Food alone, however, was not what made Bocuse such a visible, influential figure in the cooking world. (For one thing, he put his name on everything from flatware to chocolate truffles to cast-iron pots to a restaurant at Disney World.) Many chefs excel at self-promotion, but Bocuse had a particular knack for it, tempering the boastfulness with an air of winking self-deprecation. He would often tell his guests that the Troisgros Brothers — whose nearby restaurant was Bocuse’s most formidable competition — were better cooks than he was. In doing so, he was able to break up the once-feudal world of chefs, resulting in the so-called bande à Bocuse. “A lot of us recoiled in horror the first time we saw Paul doing the things he did,” Pierre Troisgros once said, “but a little while later, we found that we were doing the same things ourselves.”

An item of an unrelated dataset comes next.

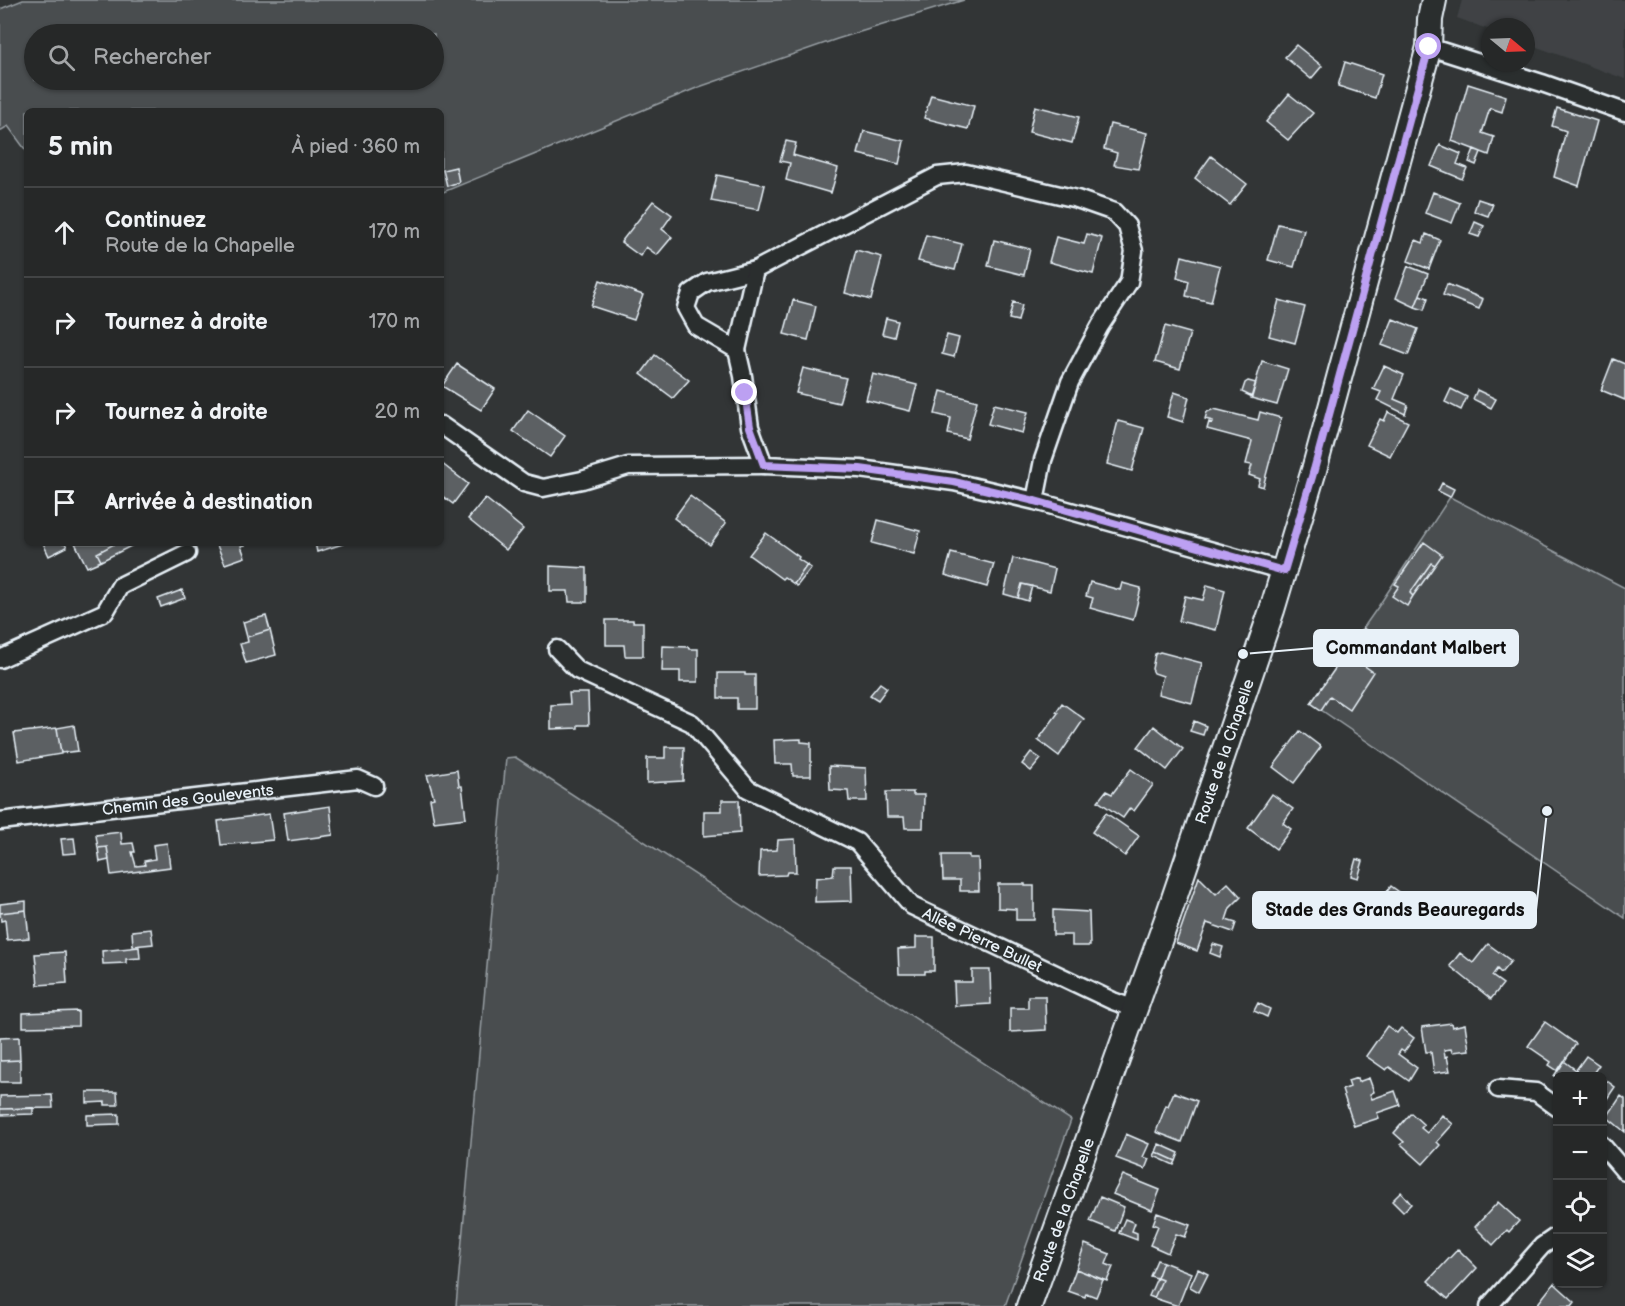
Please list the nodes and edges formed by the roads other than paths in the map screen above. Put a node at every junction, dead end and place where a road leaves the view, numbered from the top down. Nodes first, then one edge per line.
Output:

Bocuse’s famed soupe aux truffes V.G.E., as seen in 1981, which consists of ingredients that cost hundreds of dollars.

Perhaps more than any other chef, Bocuse realized that recipes were not the exclusive work of single-minded cooking geniuses; they were fluid, and inspiration often moved from one kitchen to another. Daniel Boulud looked to Bocuse’s rouget with potato “scales,” itself an update on a Fernand Point recipe, to create his famed sea-bass paupiette with red-wine sauce. In fact, many of the 1,150 recipes published in Bocuse’s French Cooking belong to other chefs — Haeberlin, Guérard — and are advertised as such. In a book dedicated to the life of Eugénie Brazier, the chef wrote that “there would have been no success for any of us without her.” Of course, he added a boast: “I never forget that I was one of her more remarkable pupils.”

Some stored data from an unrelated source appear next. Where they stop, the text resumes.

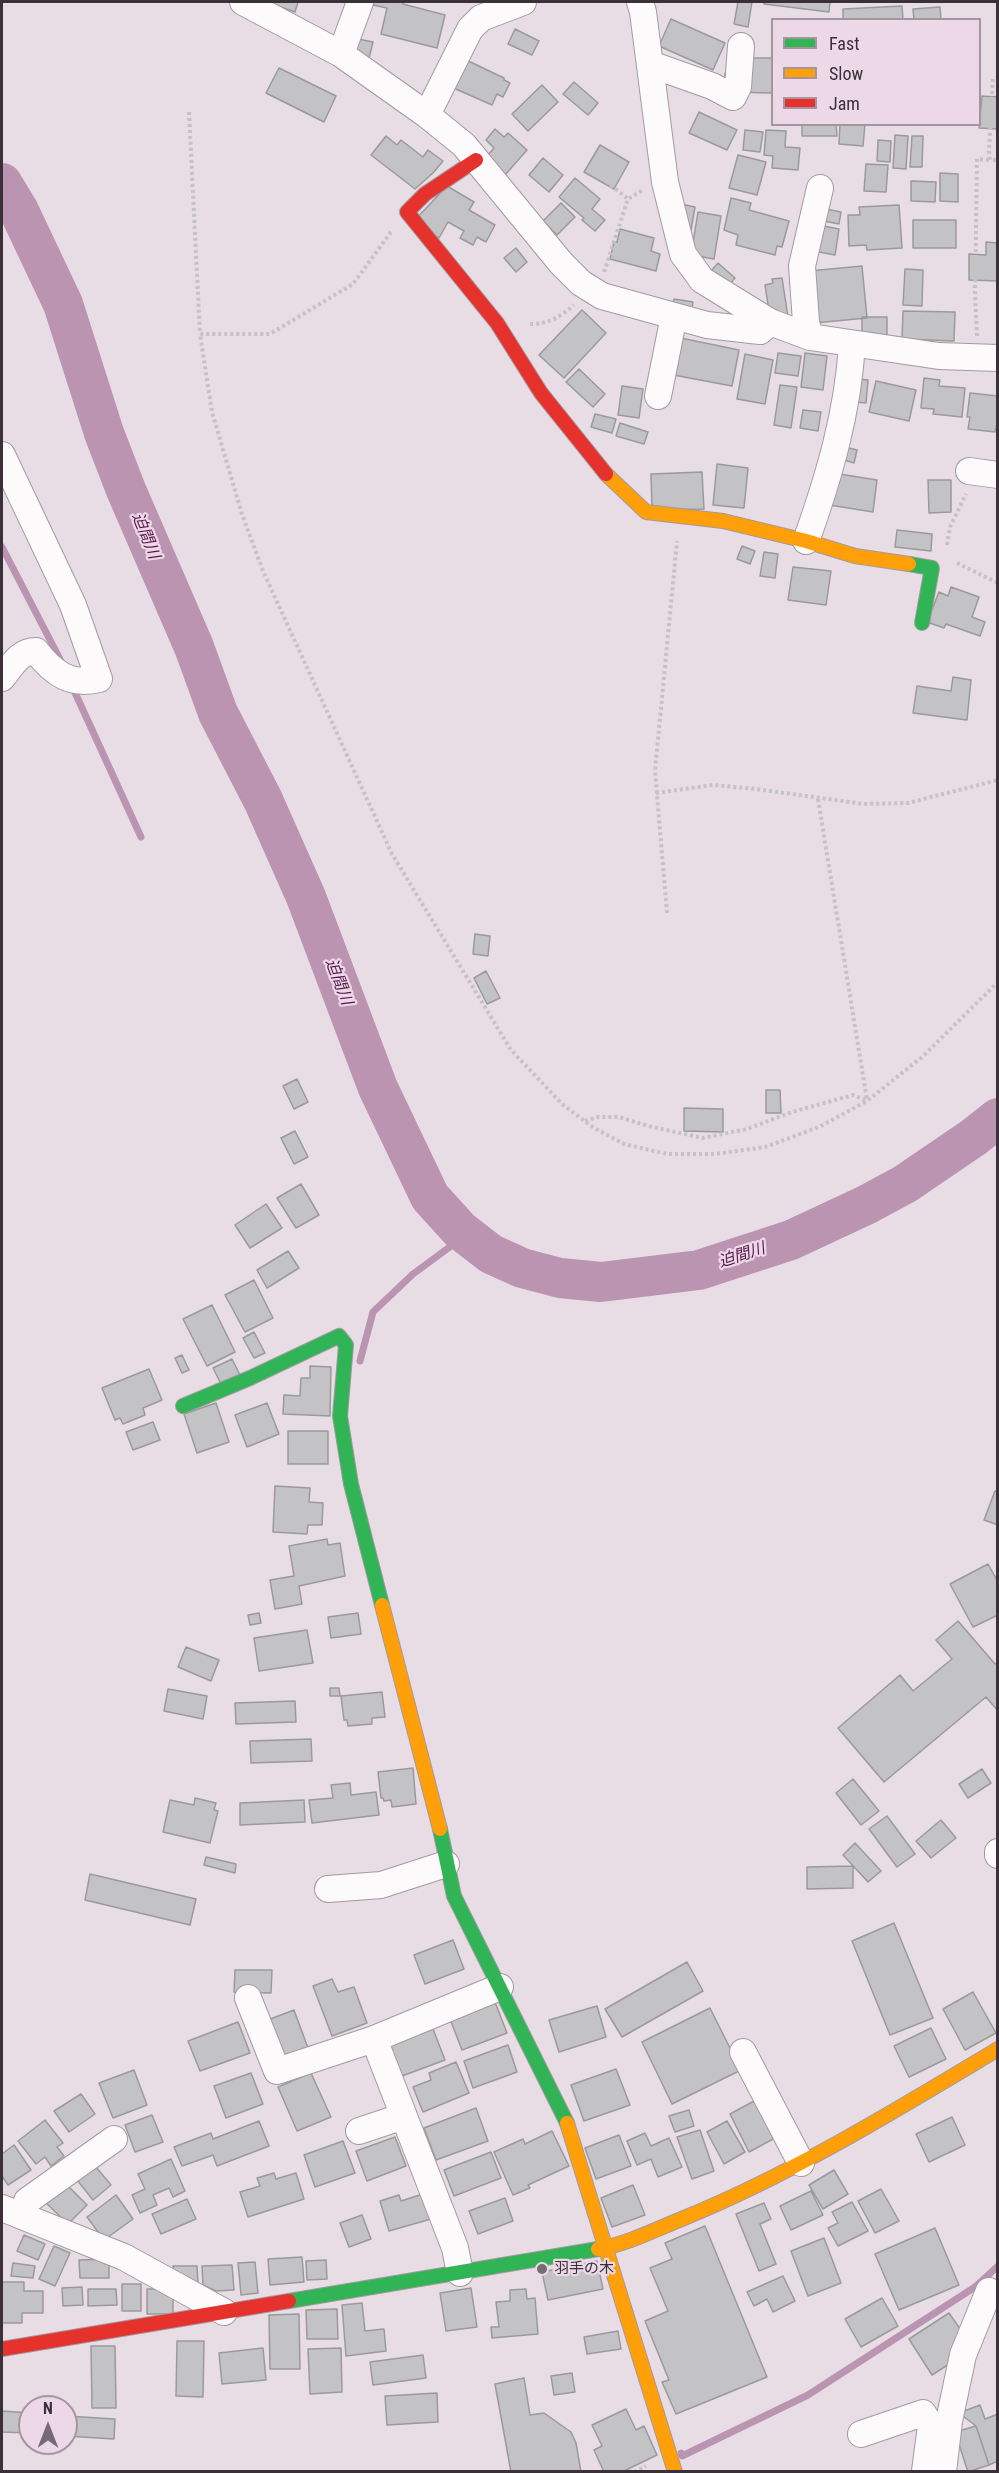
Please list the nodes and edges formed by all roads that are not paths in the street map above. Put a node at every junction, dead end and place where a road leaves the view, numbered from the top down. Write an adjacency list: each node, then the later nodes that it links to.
1 (243, 2): 6 (street)
2 (360, 2): 6 (street)
3 (522, 2): 8 (street)
4 (640, 2): 7 (street)
5 (741, 46): 7 (street)
6 (340, 54): 8 (street)
7 (650, 64): 12 (street)
8 (427, 115): 9 (street)
9 (476, 159): 11 (street); 20 (street)
10 (820, 188): 13 (street)
11 (674, 316): 12 (street); 16 (street)
12 (770, 322): 13 (street)
13 (810, 337): 14 (street)
14 (852, 344): 15 (street); 20 (street)
15 (988, 358)
16 (658, 396)
17 (2, 455): 22 (street)
18 (969, 471): 19 (street)
19 (998, 476)
20 (806, 541): 21 (street)
21 (922, 623)
22 (2, 678)
23 (183, 1406): 24 (street)
24 (446, 1864): 25 (street); 26 (street)
25 (328, 1889)
26 (500, 1987): 28 (street); 36 (street)
27 (248, 1998): 28 (street)
28 (374, 2039): 31 (street)
29 (998, 2049): 34 (street)
30 (743, 2052): 34 (street)
31 (404, 2116): 32 (street); 37 (street)
32 (359, 2131)
33 (114, 2139): 35 (street)
34 (801, 2163): 36 (street)
35 (13, 2213): 39 (street)
36 (604, 2248): 37 (street); 42 (street)
37 (460, 2273): 39 (street)
38 (989, 2291): 44 (street)
39 (224, 2312): 40 (street)
40 (2, 2349)
41 (861, 2434): 43 (street)
42 (675, 2472)
43 (925, 2472)
44 (943, 2472)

In fact, Bocuse was not without a long history of contradiction. The vast changes in food culture he pushed for did not extend to everyone. Brazier was clearly a valued teacher, and he credited her, along with Point, for his success, but he told the Times in 1975, “Women lack the instincts for great cooking. It follows in the same sense that there are so few great women architects and orchestra leaders.” He lavished praise on restaurateur and culinary instructor Madeleine Kamman, then told Newsweek that women didn’t belong in kitchens. Appearing on French TV, he tried to rip the wig off of then-disguised food critic Mimi Sheraton, which seemed squarely at odds with his own largesse.

Yet it was his belief in the entire enterprise of cooking that will be his legacy, and which led the chef, in 1987, to create the Bocuse d’Or, one of the world’s most prestigious cooking competitions. “I believe that in cooking like in music, one doesn’t invent much. One makes interpretations but the word ‘invention’ for me is a bit pretentious,” Bocuse once said. It makes sense that the chef was equally comfortable in the kitchen as he was in the presence of his festive organ. He not only had an uncanny ability to hear the music before his peers did — he was able to pick out whole tunes no one thought could reasonably be played, and more often than not, he nailed them.